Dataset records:
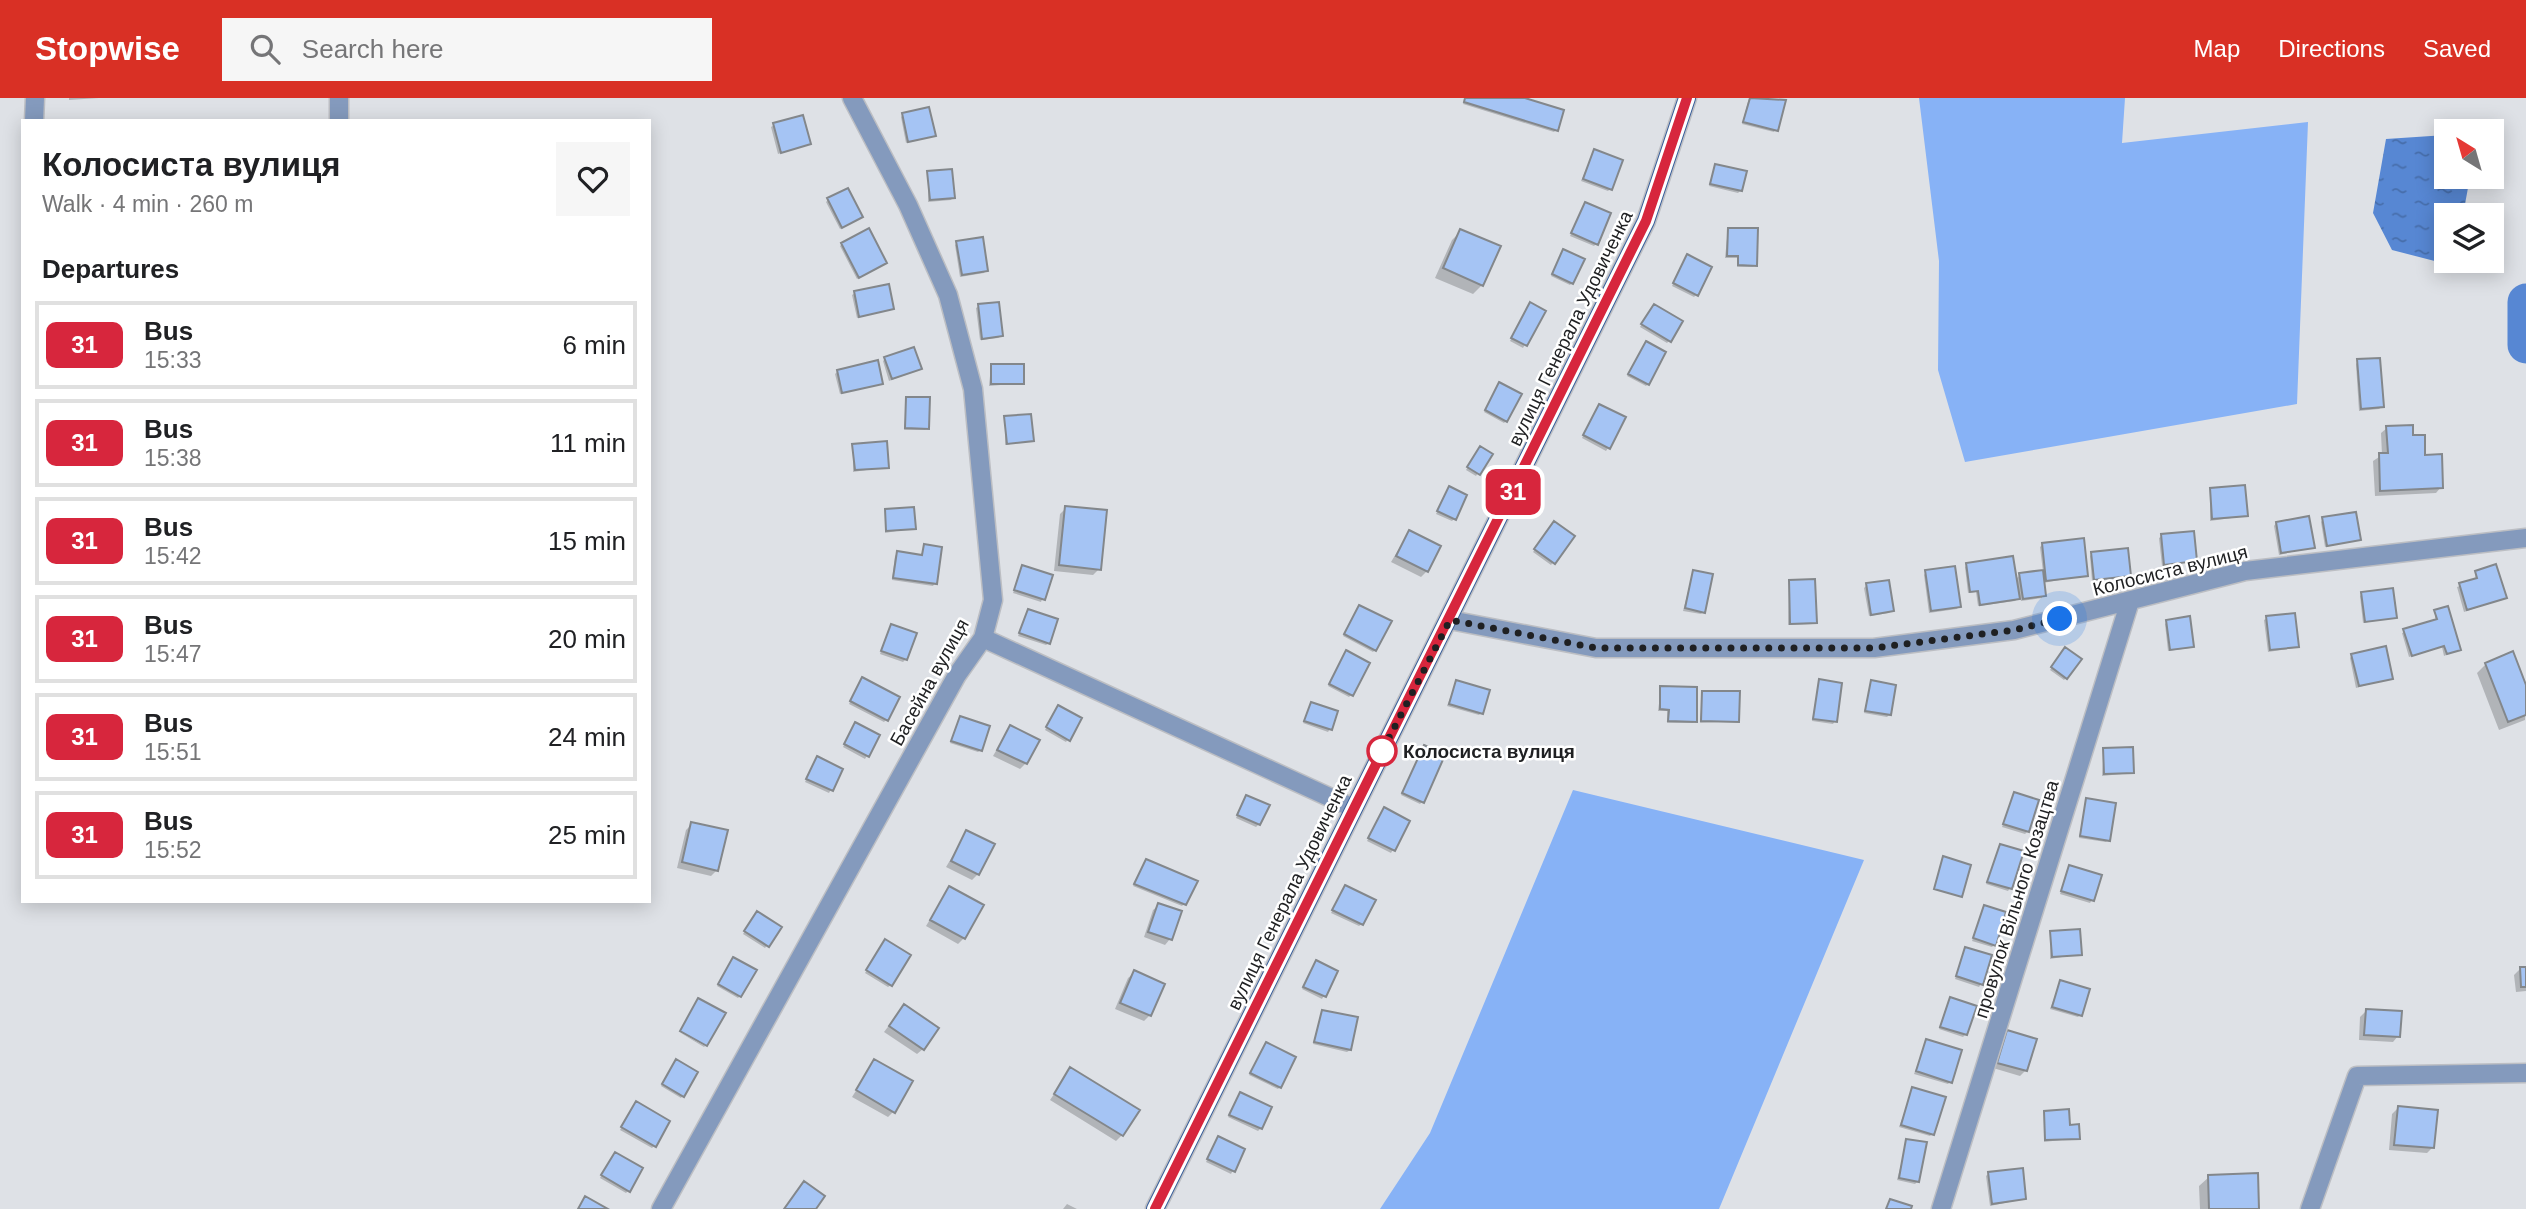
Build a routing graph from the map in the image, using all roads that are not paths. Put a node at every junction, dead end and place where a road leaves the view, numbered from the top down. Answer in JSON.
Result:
{"nodes":[{"id":1,"x":34,"y":98,"type":"edge"},
{"id":2,"x":339,"y":98,"type":"edge"},
{"id":3,"x":852,"y":98,"type":"edge"},
{"id":4,"x":1687,"y":98,"type":"edge"},
{"id":5,"x":34,"y":119,"type":"edge"},
{"id":6,"x":339,"y":119,"type":"edge"},
{"id":7,"x":2526,"y":538,"type":"edge"},
{"id":8,"x":2130,"y":601,"type":"junction"},
{"id":9,"x":1450,"y":620,"type":"junction"},
{"id":10,"x":983,"y":638,"type":"junction"},
{"id":11,"x":1353,"y":808,"type":"junction"},
{"id":12,"x":2526,"y":1073,"type":"edge"},
{"id":13,"x":661,"y":1209,"type":"edge"},
{"id":14,"x":1155,"y":1209,"type":"edge"},
{"id":15,"x":1941,"y":1209,"type":"edge"},
{"id":16,"x":2310,"y":1209,"type":"edge"}],
"edges":[{"from":1,"to":5,"type":"street"},
{"from":2,"to":6,"type":"street"},
{"from":3,"to":10,"type":"street","name":"Басейна вулиця"},
{"from":4,"to":9,"type":"main road","name":"вулиця Генерала Удовиченка"},
{"from":7,"to":8,"type":"street","name":"Колосиста вулиця"},
{"from":8,"to":9,"type":"street","name":"Колосиста вулиця"},
{"from":8,"to":15,"type":"street","name":"провулок Вільного Козацтва"},
{"from":9,"to":11,"type":"main road","name":"вулиця Генерала Удовиченка"},
{"from":10,"to":11,"type":"street"},
{"from":10,"to":13,"type":"street","name":"Басейна вулиця"},
{"from":11,"to":14,"type":"main road","name":"вулиця Генерала Удовиченка"},
{"from":12,"to":16,"type":"street"}]}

Instructions to follow: Determine how many lines in the records above hold the word "Удовиченка", and answer with that number only.

Expected answer: 3